This week, I was lucky enough to be invited by my bosses at Assistly to a Lean Startup talk, featuring IMVU’s Brett Durrett. I was delighted when Mr. Durrett credited Continuous Deployment, Scrum, and IMVU’s Hack Weeks as a large part of his company’s success.
Agile development and developer freedom are being increasingly used by tech companies to maximize their productivity, so I’ve been hearing a lot of buzz around them all summer. Scrum in particular fascinates me in how it sets up an environment for a team to work like a well-oiled machine. It’s also utterly cool.
Brett Durrett, Vice President of Engineering at IMVU
Continuous Deployment, part of the Lean Startup philosophy, advocates releasing smaller updates more often than in the traditional model. At IMVU, this can even mean releases being added multiple times in an hour. Continuous Deployment has drawn both praise and skepticism, mainly because many developers are wary of the quality of such updates, and whether it is possible to test them rigorously at a whirlwind pace:
“Our tests suite takes nine minutes to run (distributed across 30-40 machines). Our code pushes take another six minutes. Since these two steps are pipelined that means at peak we’re pushing a new revision of the code to the website every nine minutes. That’s 6 deploys an hour. Even at that pace we’re often batching multiple commits into a single test/push cycle. On average we deploy new code fifty times a day.”
— Timothy Fitz on IMVU’s use of Continuous Deployment
Mr. Durrett explained that IMVU runs continuous testing on its updates, and always stands ready to retract them should problems or negative customer feedback arise.
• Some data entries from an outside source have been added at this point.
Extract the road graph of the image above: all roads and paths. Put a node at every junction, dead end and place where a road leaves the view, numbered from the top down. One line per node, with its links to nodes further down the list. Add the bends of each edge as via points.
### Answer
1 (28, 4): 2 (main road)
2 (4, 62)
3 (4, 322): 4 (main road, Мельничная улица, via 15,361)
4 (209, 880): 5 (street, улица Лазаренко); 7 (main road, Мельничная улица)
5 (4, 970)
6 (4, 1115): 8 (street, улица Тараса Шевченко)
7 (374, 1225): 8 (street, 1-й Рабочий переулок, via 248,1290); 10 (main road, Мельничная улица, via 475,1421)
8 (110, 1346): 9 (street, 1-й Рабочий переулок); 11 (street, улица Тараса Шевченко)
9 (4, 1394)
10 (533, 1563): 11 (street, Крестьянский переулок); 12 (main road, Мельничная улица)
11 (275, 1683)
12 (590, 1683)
For now, the consensus seems to be that Continuous Deployment shows promise, but may not be appropriate for every company.
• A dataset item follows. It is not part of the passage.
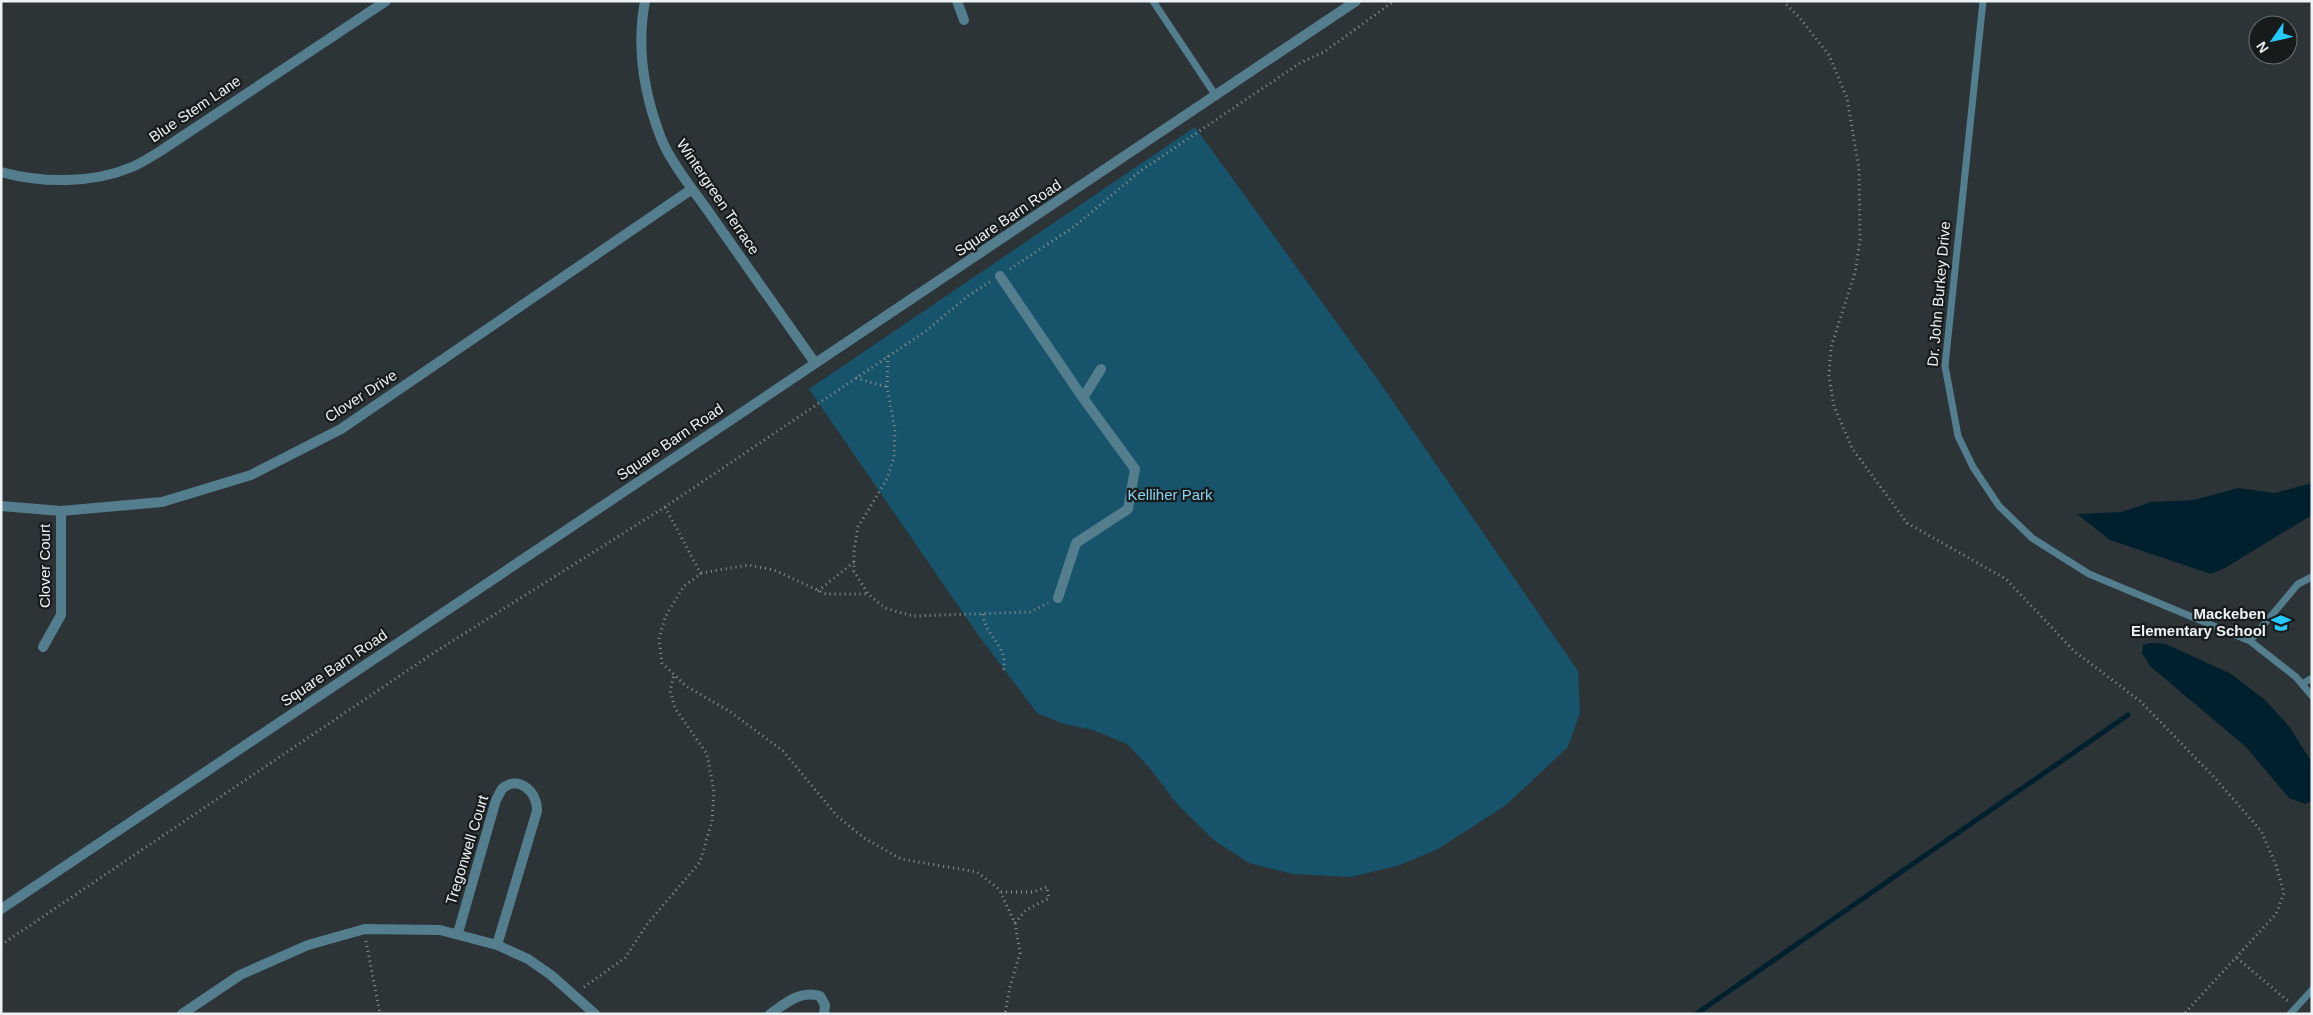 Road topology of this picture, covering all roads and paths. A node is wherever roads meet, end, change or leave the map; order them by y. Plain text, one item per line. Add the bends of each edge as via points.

Scrum is a framework for agile software development; in other words, it’s a formalized way for teams to quickly develop software by working as a unit, while being flexible enough to roll with changing circumstances as they arise. Scrum is named for a move from rugby, in which all the players on a team interlock bodies in formation with the shared goal of gaining possession of the ball.
Rugby is insane.
Each product has a product backlog, a wishlist of features that the customer would like to see. Obviously, it would be overwhelming to hand a backlog for a product with a lifecycle of years to a team and tell them to “make it happen”. Most likely, productivity would be low and progress would be piecemeal. That’s where scrum comes in to focus the team.
The work is broken into a series of smaller periods, called sprints, each about 2 to 4 weeks long. The team meets at the beginning of each sprint at a planning meeting, and chooses a high-priority chunk of tasks from the overall backlog to work on during the sprint. Each team member signs up for a task based on their ability and the ability of their teammates; it’s key that these tasks are not assigned and that there is no hierarchical “boss” of a scrum (although there is a “ScrumMaster” whose job it is to remove obstacles in the team’s way). The team works as a unit.
During the sprint, the team meets every day for the daily scrum, to report their task progress since the last day’s meeting and what they plan to accomplish before the next day’s. Progress toward completing the sprint, or burndown, is recorded. Daily scrums are capped at 15 minutes, and are held at the same time in the same place, in order to set a regular schedule.
At the end of each sprint, the team has completed all tasks and has a product that is potentially shippable — it’s been thoroughly reviewed and tested. They meet for a sprint review to measure the sprint velocity, evaluate what went right and wrong, and prepare to repeat the process in the next sprint.
From the excellent ScrumAlliance.org.
This is an IMVU-internal week in which engineers devote 5 days to creating any (shippable) feature of their choice — developers are given free reign over what they work on, rather than the feature filtering down from management. It’s meant to encourage innovation within the company, and plays on the same principle as the hack days Sifteo’s Dave Merrill enjoyed during his time at MIT’s Media Lab — that a group of smart people focusing their energies on one common goal can yield powerful results.
This Thursday, the TEC interns met portfolio company Bloomspot’s founders Jasper Malcolmson and Ashish Baldua, who said that Bloomspot’s development team uses a framework very similar to Scrum — and they’re not the only ones. All of the Silicon Valley excitement around Lean Startup, Continuous Deployment, Scrum, and Hack Weeks ties in perfectly with True’s philosophy: it doesn’t take a lot of money to start something great. I think that with the general trend of venture capital seed money starting at lower and lower amounts, we’ll see an increasing amount of lean, agile startups focused on iteration and responding to customer and market feedback as quickly as possible for a quality product.